A common question for people just starting their tantra yoga practice is: Do I have to have a partner? If they already have a partner, they often ask: Can I stay with them or do I have to practice with other people? The simple answer: It’s up to you. In truth, you are always at choice. Tantra is a spiritual, consensual, all-inclusive sex-positive practice. The only hard and fast rule on the path of personal growth is: know thyself, and unto that be true!

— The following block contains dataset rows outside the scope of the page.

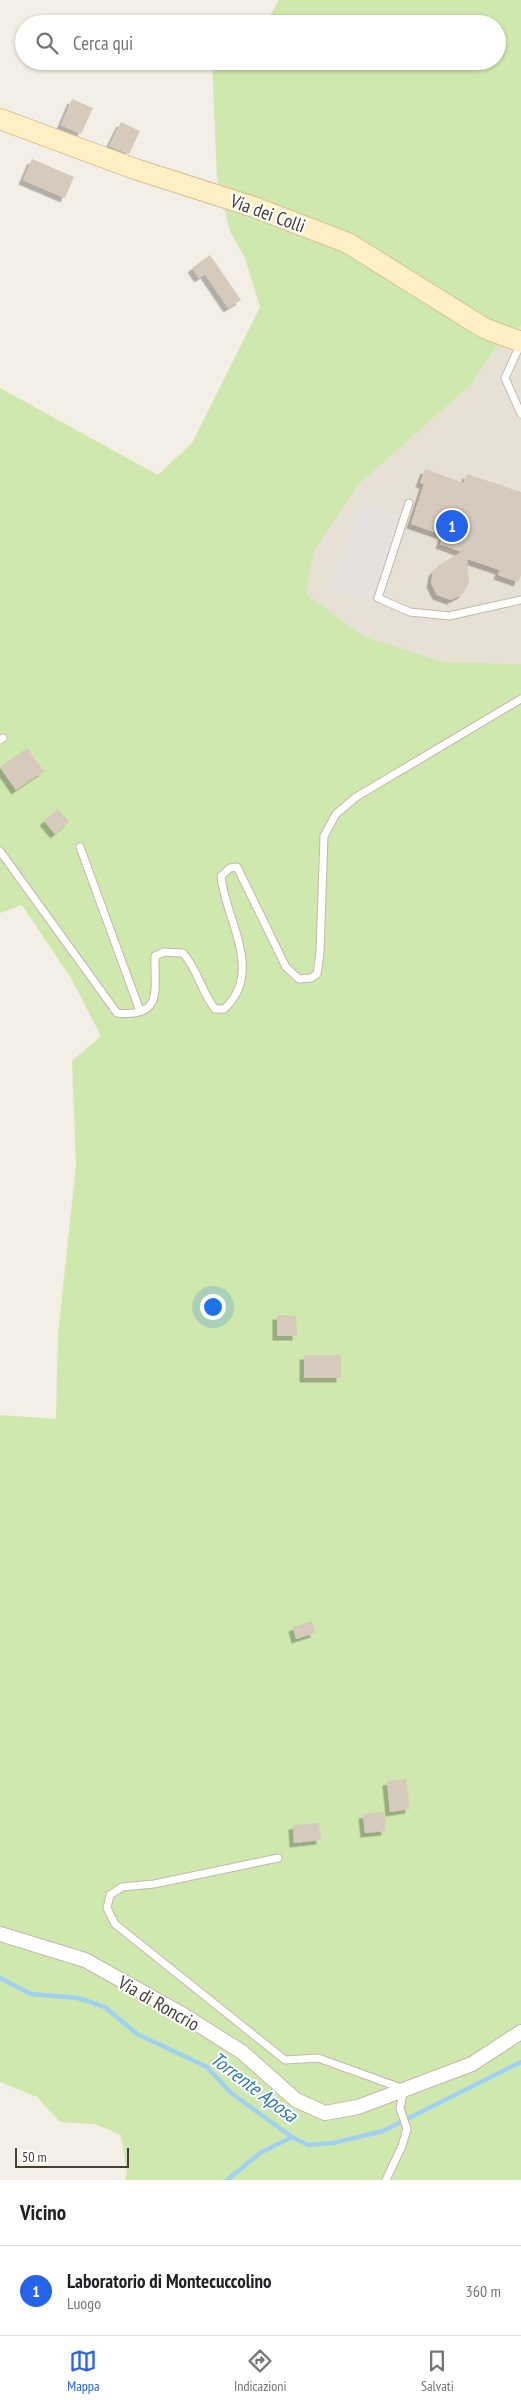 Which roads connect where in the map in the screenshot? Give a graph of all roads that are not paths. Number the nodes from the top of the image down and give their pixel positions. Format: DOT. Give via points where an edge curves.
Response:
graph roads {
  1 [pos="0,119"];
  2 [pos="521,342"];
  3 [pos="521,414"];
  4 [pos="409,503"];
  5 [pos="521,600"];
  6 [pos="521,698"];
  7 [pos="80,847"];
  8 [pos="0,852"];
  9 [pos="140,1011"];
  10 [pos="278,1858"];
  11 [pos="0,1934"];
  12 [pos="521,2032"];
  13 [pos="404,2089"];
  14 [pos="386,2180"];
  1 -- 2 [label="main road, Via dei Colli" via="348,244 484,328"];
  2 -- 3 [label="lane" via="505,378"];
  4 -- 5 [label="lane" via="378,598 410,612 449,616"];
  6 -- 9 [label="lane" via="356,797 336,814 324,836 317,974 299,979 286,967 237,868 230,868 221,876 222,890 237,930 243,975 235,999 224,1009 215,1009 183,953 164,952 155,956 155,1000"];
  7 -- 9 [label="lane"];
  8 -- 9 [label="lane" via="117,1013"];
  10 -- 13 [label="lane" via="122,1888 110,1895 107,1908 115,1924 286,2060 318,2058"];
  11 -- 13 [label="street, Via di Roncrio" via="85,1960 242,2052 296,2100 325,2114 358,2107"];
  12 -- 13 [label="street, Via di Roncrio" via="472,2064"];
  13 -- 14 [label="lane" via="400,2108 407,2129"];
}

It’s your responsibility to take a serious self-inventory and see which path nurtures your nature.
* Single practitioners often find that practicing solo helps them raise their vibration to attract a more suitable match.
* Many married couples find that practicing tantra exclusively with each other can take their monogamous relationship to another level of passion.
* Some couples in the tantra community decide to separate for an evening to practice with other individuals in order to bring more polarity back to their primary partnership.
* Some people chose to practice polyamory in conjunction with tantra to expand their expression of love and accelerate their personal growth.
* There are tantric practitioners who even chose to practice celibacy, homosexuality, swinging or BDSM.
No matter what path you chose, you'll have to face your own set of challenges and rewards. As a teacher of both tantra and polyamory, I’d like to clarify the often misunderstood connection between the two. Tantra is a practice of uniting sexual energy with divine energy. It’s also a path of Self Love. Polyamory is the practice of building honest heart-centered relationships with multiple lovers. It's also a path of self love. Polyamory includes a great degree of conscious communication and does not include anonymous sex, lying cheating or having affairs. Polyamory is often a discipline in personal growth, wherein jealousy, fear and insecurity are your spiritual teachers. In my new novel,Don’t Drink The Punch, An Adventure in Tantra, Master Das leads a tantra ritual in which all of the practitioners rotate and practice with different people. S/he then gives the following explanation of how loving multiple partners can deepen one’s tantric practice.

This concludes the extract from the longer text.